They have not only managed their resources but have also grown in their respective fields. One such field is that of media tech. The last decade has seen massive changes in how consumers view media, how businesses create those media, and how marketers advertise on them.

With the amalgamation of emerging technology such as AI, Blockchain and the likes with the media and entertainment industry, the consumers and the businesses have shifted their preference from the conventional mainstream media sources to newer and technology advanced modes.

For instance, Forbes is using a bot named Bertie, which recommends article topics for contributors based on their previous output, headlines based on the sentiment of their pieces, and images too, Digiday reported.
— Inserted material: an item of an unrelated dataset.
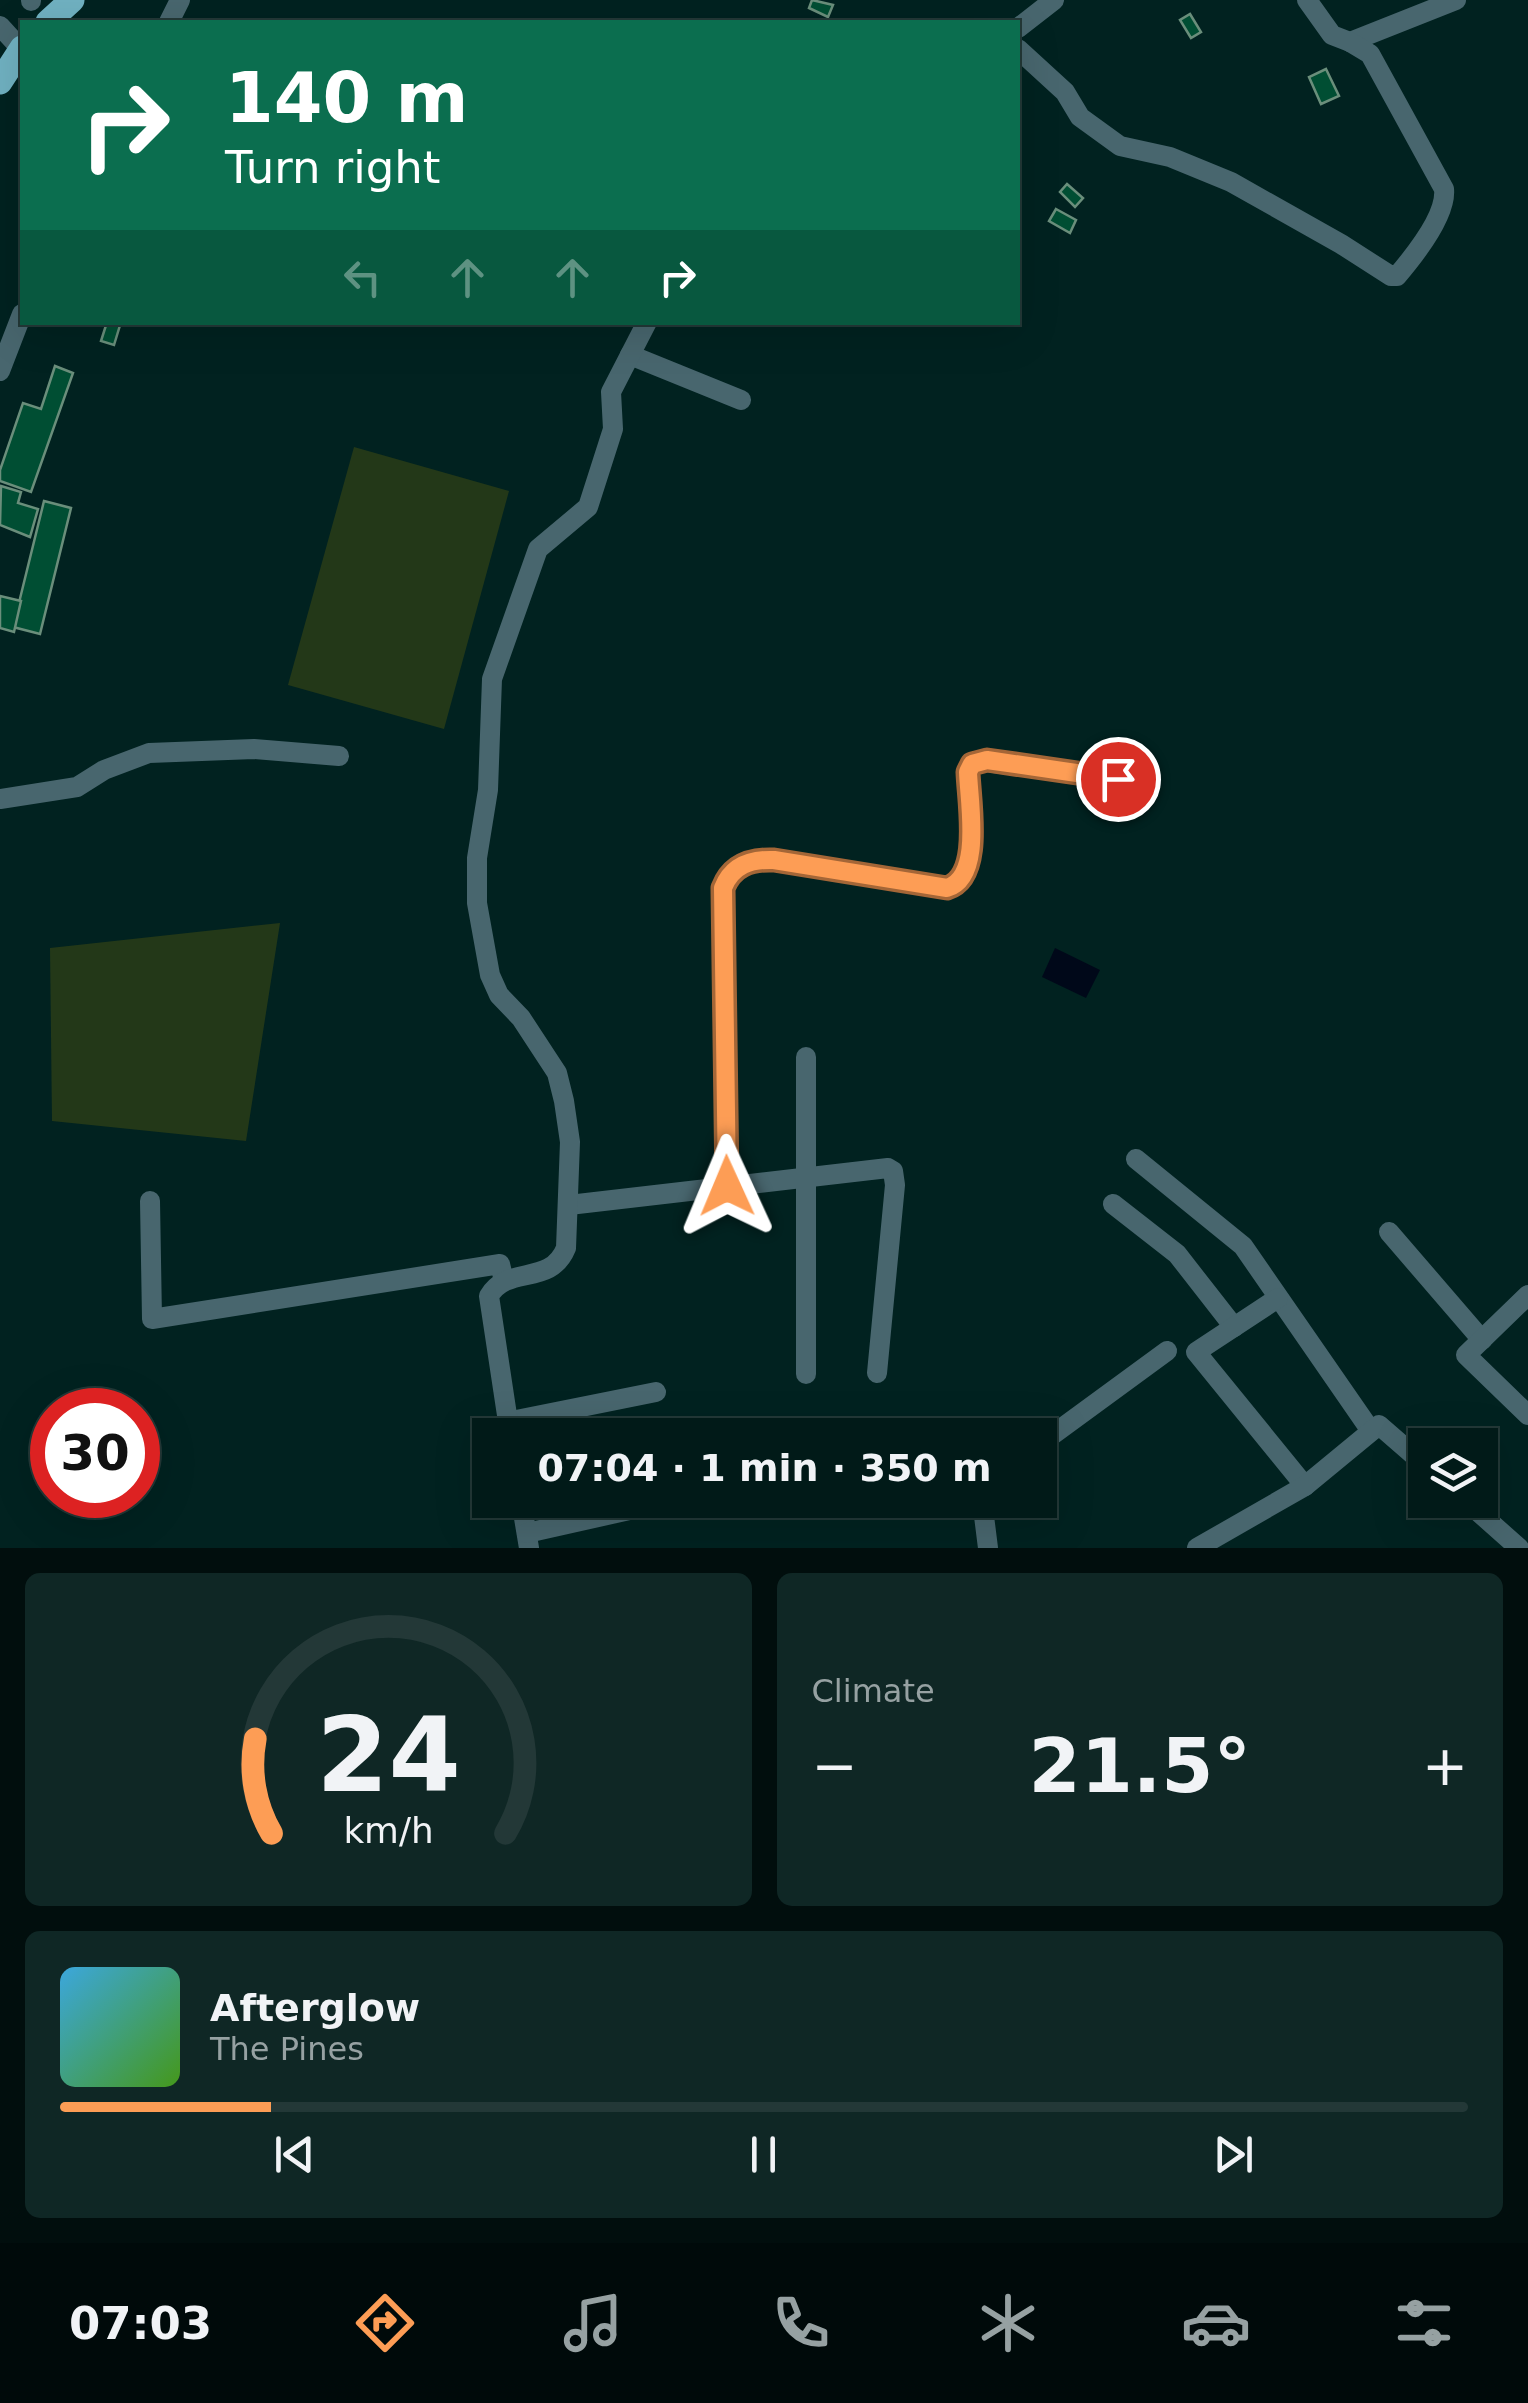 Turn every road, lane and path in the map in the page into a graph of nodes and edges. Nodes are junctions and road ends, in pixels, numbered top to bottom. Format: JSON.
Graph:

This makes it interesting to see which all startups are stepping up their game to give the incumbents are run for their money.

Partipost (Singapore)

According to the report released in March by Influencer Marketing Hub, the influencer marketing industry is expected to be worth about US$9.7 billion in 2020, with companies spending increasing amounts on social media campaigns and working with more “micro-influencers.”
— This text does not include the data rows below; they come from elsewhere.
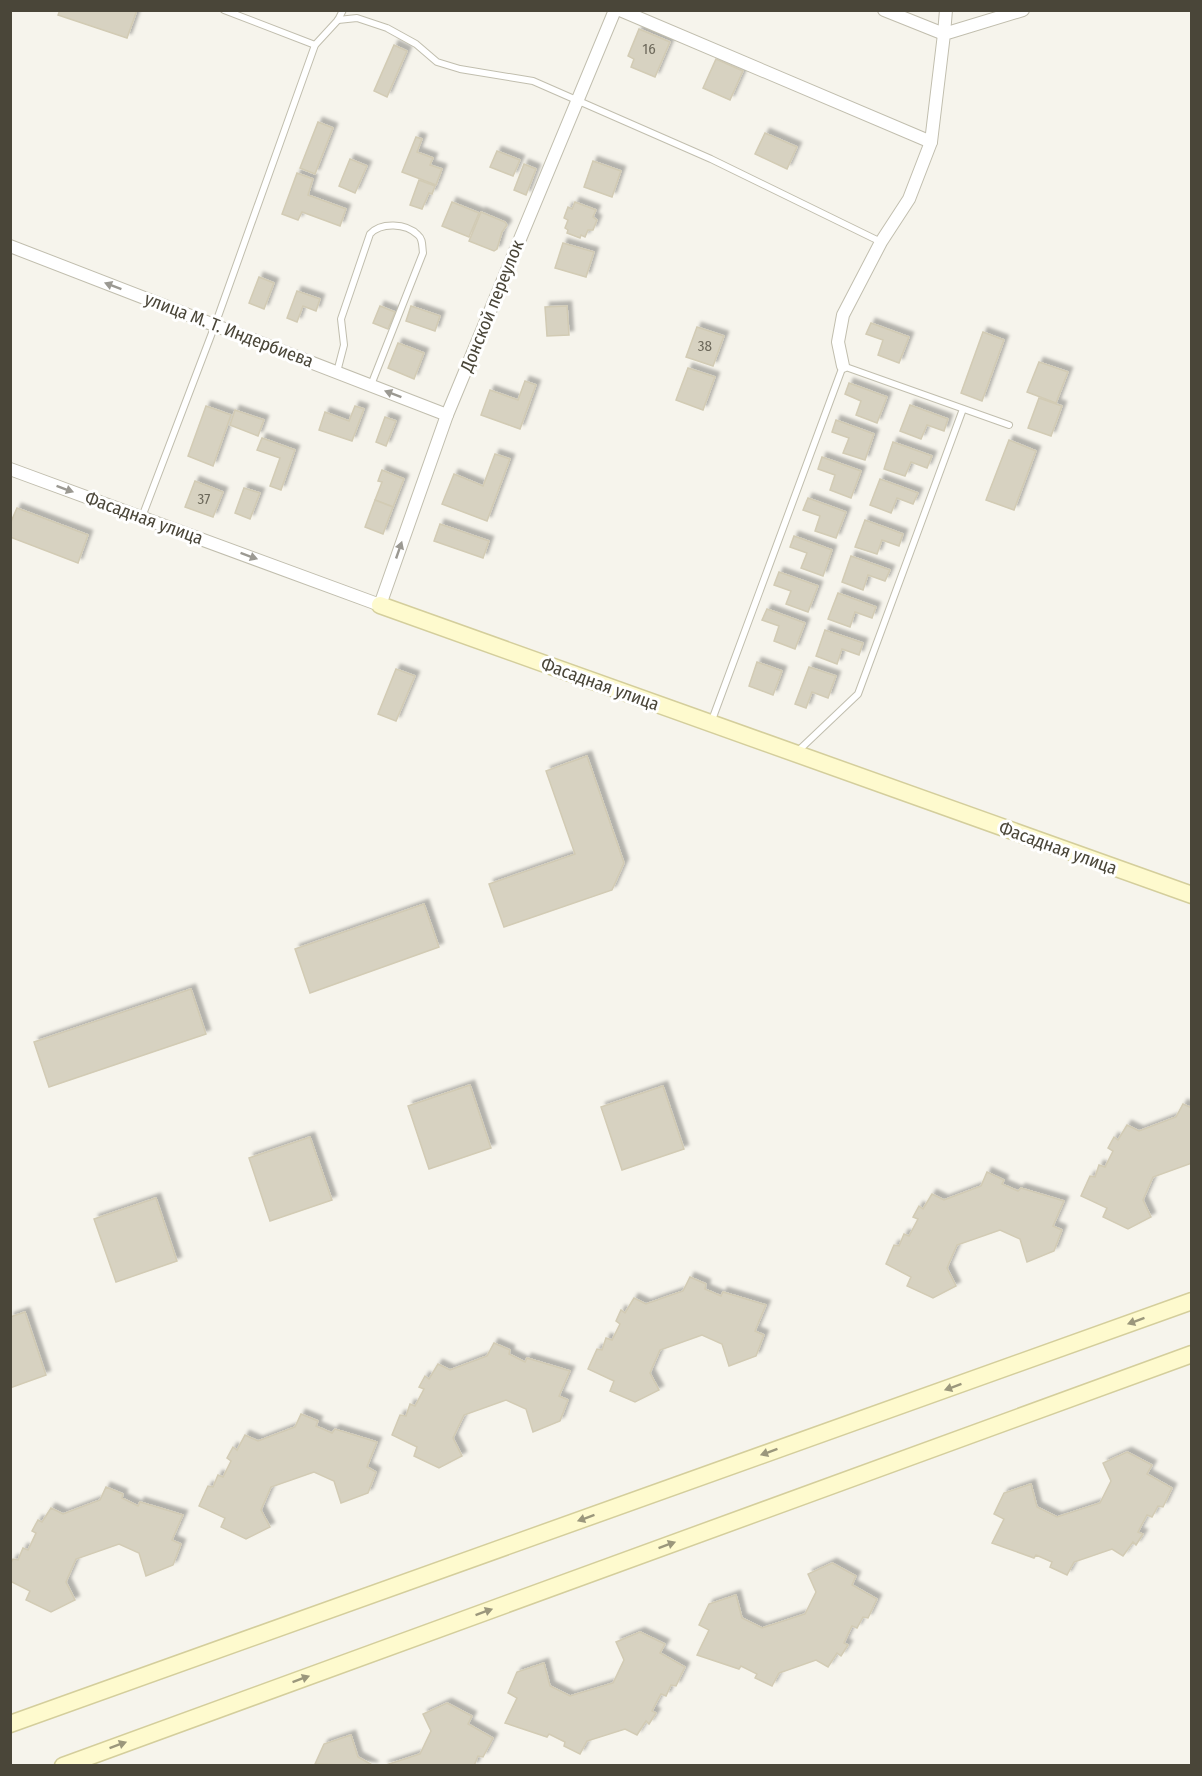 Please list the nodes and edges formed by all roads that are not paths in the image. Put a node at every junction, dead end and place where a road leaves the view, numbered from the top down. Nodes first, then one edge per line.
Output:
1 (224, 10) edge
2 (343, 10) edge
3 (618, 10) edge
4 (884, 10) edge
5 (946, 10) edge
6 (1023, 10) edge
7 (338, 20) junction
8 (944, 34) junction
9 (315, 45) junction
10 (577, 101) junction
11 (931, 142) junction
12 (881, 242) junction
13 (10, 246) edge
14 (215, 325) junction
15 (843, 366) junction
16 (336, 372) junction
17 (371, 386) junction
18 (963, 409) junction
19 (447, 415) junction
20 (1009, 425) dead end
21 (10, 469) edge
22 (142, 517) junction
23 (380, 605) junction
24 (710, 724) junction
25 (795, 754) junction
26 (1191, 895) edge
27 (1191, 1301) edge
28 (1191, 1354) edge
29 (10, 1724) edge
30 (63, 1766) edge

1 - 9 lane
2 - 7 lane
3 - 10 street, Донской переулок
3 - 11 street
4 - 8 street
5 - 8 street
6 - 8 street
7 - 9 lane
7 - 10 lane
8 - 11 street
9 - 14 lane
10 - 12 lane
10 - 19 street, Донской переулок
11 - 12 street
12 - 15 street
14 -> 13 street, улица М. Т. Индербиева
14 - 16 street, улица М. Т. Индербиева
14 - 22 lane
15 - 18 lane
15 - 24 lane
16 - 17 street, улица М. Т. Индербиева
16 - 17 lane
19 -> 17 street, улица М. Т. Индербиева
18 - 20 lane
18 - 25 lane
23 -> 19 street, Донской переулок
21 -> 22 street, Фасадная улица
22 -> 23 street, Фасадная улица
23 - 24 main road, Фасадная улица
24 - 25 main road, Фасадная улица
25 - 26 main road, Фасадная улица
27 -> 29 main road
30 -> 28 main road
Serving this space, is a Singapore-based media tech company, Partipost. It allows anyone with a social media accounts to register and become an influencer.

Since launching its mobile app in 2018, Partipost says it has added about 200,000 influencers to its platform, and that over the past 12 months, it has helped conduct 2,500 social media marketing campaigns for more than 850 brands, including Adidas, Arnott’s, Red Bull, Chope and Gojek. Recently, it has raised US$3.5 million from SPH ventures and others.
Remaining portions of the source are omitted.